◆ Listed records
^^^^^^^^

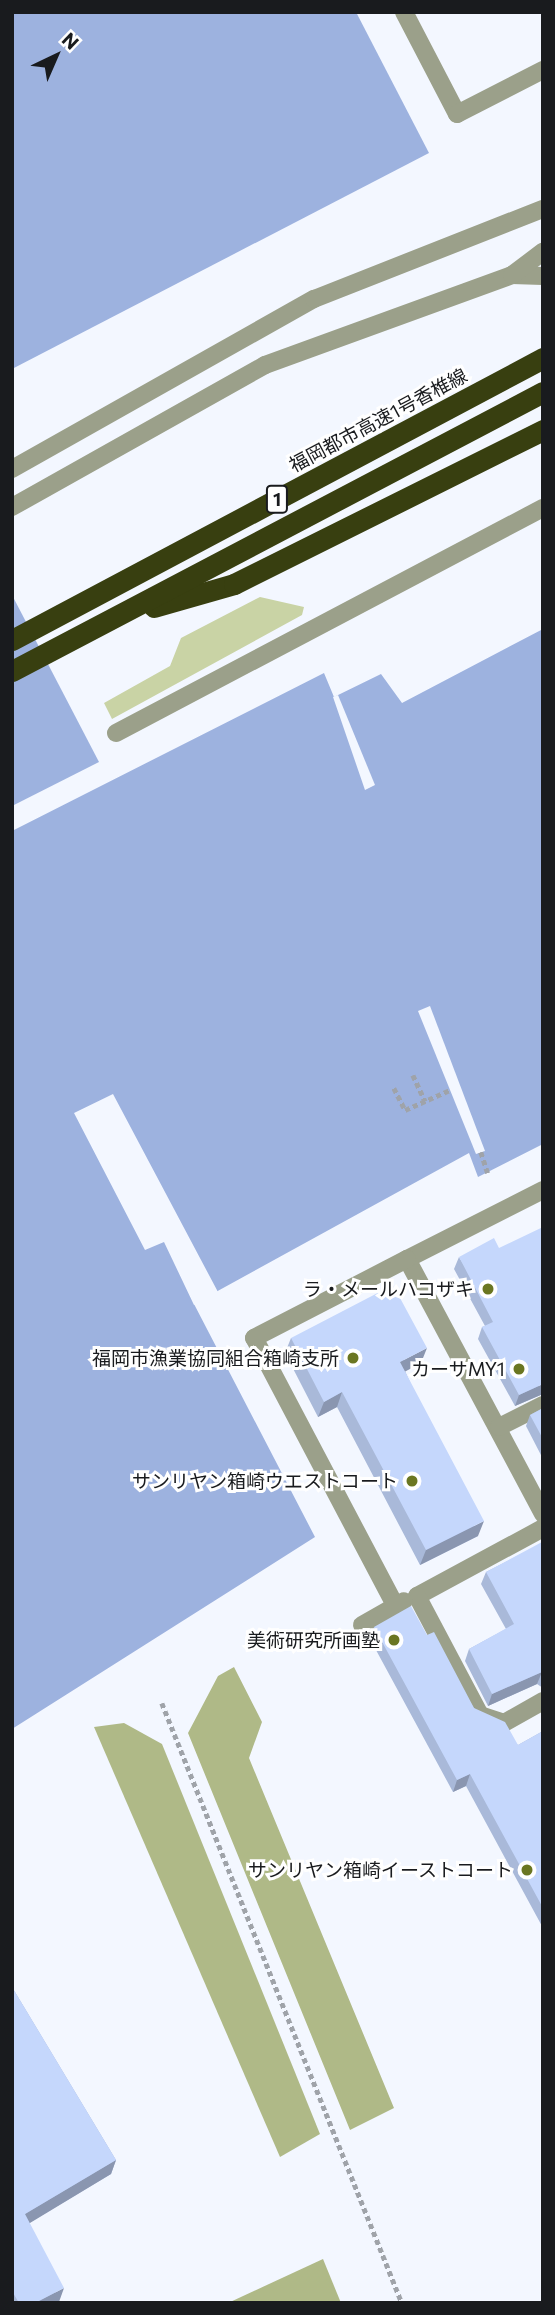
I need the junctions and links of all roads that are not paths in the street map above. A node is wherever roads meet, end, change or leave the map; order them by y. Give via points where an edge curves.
1 (404, 12) edge
2 (543, 70) edge
3 (543, 209) edge
4 (543, 252) edge
5 (512, 275) junction
6 (543, 276) edge
7 (543, 358) edge
8 (543, 392) edge
9 (543, 430) edge
10 (12, 469) edge
11 (12, 507) edge
12 (543, 508) edge
13 (110, 619) junction
14 (12, 640) edge
15 (12, 671) edge
16 (116, 733) dead end
17 (543, 1190) edge
18 (407, 1259) junction
19 (543, 1405) edge
20 (499, 1427) junction
21 (543, 1514) edge
22 (543, 1528) edge
23 (417, 1596) junction
24 (395, 1605) junction
25 (362, 1625) dead end
26 (543, 1700) edge

1 - 2 street via 457,114
3 - 10 street via 314,299
4 - 5 street
5 - 6 street
5 - 11 street via 265,365
7 - 14 highway, 福岡都市高速1号香椎線 / 1
8 - 13 highway, 1
9 - 13 highway via 234,584
12 - 16 street
13 - 15 highway, 1
17 - 18 street
18 - 20 street
18 - 24 street via 254,1338
19 - 20 street
20 - 21 street
22 - 23 street
23 - 24 street
23 - 26 street via 480,1715 504,1723
24 - 25 street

^^^^^^^^

◆ What is required
When you retype the listing, keep every line exactly as it is and drop the pictures.

◆ Result of this exercise
I need the junctions and links of all roads that are not paths in the street map above. A node is wherever roads meet, end, change or leave the map; order them by y. Give via points where an edge curves.
1 (404, 12) edge
2 (543, 70) edge
3 (543, 209) edge
4 (543, 252) edge
5 (512, 275) junction
6 (543, 276) edge
7 (543, 358) edge
8 (543, 392) edge
9 (543, 430) edge
10 (12, 469) edge
11 (12, 507) edge
12 (543, 508) edge
13 (110, 619) junction
14 (12, 640) edge
15 (12, 671) edge
16 (116, 733) dead end
17 (543, 1190) edge
18 (407, 1259) junction
19 (543, 1405) edge
20 (499, 1427) junction
21 (543, 1514) edge
22 (543, 1528) edge
23 (417, 1596) junction
24 (395, 1605) junction
25 (362, 1625) dead end
26 (543, 1700) edge

1 - 2 street via 457,114
3 - 10 street via 314,299
4 - 5 street
5 - 6 street
5 - 11 street via 265,365
7 - 14 highway, 福岡都市高速1号香椎線 / 1
8 - 13 highway, 1
9 - 13 highway via 234,584
12 - 16 street
13 - 15 highway, 1
17 - 18 street
18 - 20 street
18 - 24 street via 254,1338
19 - 20 street
20 - 21 street
22 - 23 street
23 - 24 street
23 - 26 street via 480,1715 504,1723
24 - 25 street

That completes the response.